Your task is to copy every record exactly.

***

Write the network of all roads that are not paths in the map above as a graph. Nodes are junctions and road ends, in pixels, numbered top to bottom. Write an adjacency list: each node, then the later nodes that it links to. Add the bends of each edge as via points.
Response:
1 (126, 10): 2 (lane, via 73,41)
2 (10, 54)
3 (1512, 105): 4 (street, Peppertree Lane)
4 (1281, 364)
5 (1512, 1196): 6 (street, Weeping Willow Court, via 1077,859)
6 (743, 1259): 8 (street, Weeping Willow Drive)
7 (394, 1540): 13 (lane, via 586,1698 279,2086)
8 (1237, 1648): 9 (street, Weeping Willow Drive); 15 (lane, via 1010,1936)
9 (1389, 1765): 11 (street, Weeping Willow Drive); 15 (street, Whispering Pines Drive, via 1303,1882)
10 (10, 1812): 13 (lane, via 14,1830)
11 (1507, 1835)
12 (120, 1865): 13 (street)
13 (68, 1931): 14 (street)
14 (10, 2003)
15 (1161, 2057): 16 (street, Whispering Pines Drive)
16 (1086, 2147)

***

**Your response:**
Write the network of all roads that are not paths in the map above as a graph. Nodes are junctions and road ends, in pixels, numbered top to bottom. Write an adjacency list: each node, then the later nodes that it links to. Add the bends of each edge as via points.
Response:
1 (126, 10): 2 (lane, via 73,41)
2 (10, 54)
3 (1512, 105): 4 (street, Peppertree Lane)
4 (1281, 364)
5 (1512, 1196): 6 (street, Weeping Willow Court, via 1077,859)
6 (743, 1259): 8 (street, Weeping Willow Drive)
7 (394, 1540): 13 (lane, via 586,1698 279,2086)
8 (1237, 1648): 9 (street, Weeping Willow Drive); 15 (lane, via 1010,1936)
9 (1389, 1765): 11 (street, Weeping Willow Drive); 15 (street, Whispering Pines Drive, via 1303,1882)
10 (10, 1812): 13 (lane, via 14,1830)
11 (1507, 1835)
12 (120, 1865): 13 (street)
13 (68, 1931): 14 (street)
14 (10, 2003)
15 (1161, 2057): 16 (street, Whispering Pines Drive)
16 (1086, 2147)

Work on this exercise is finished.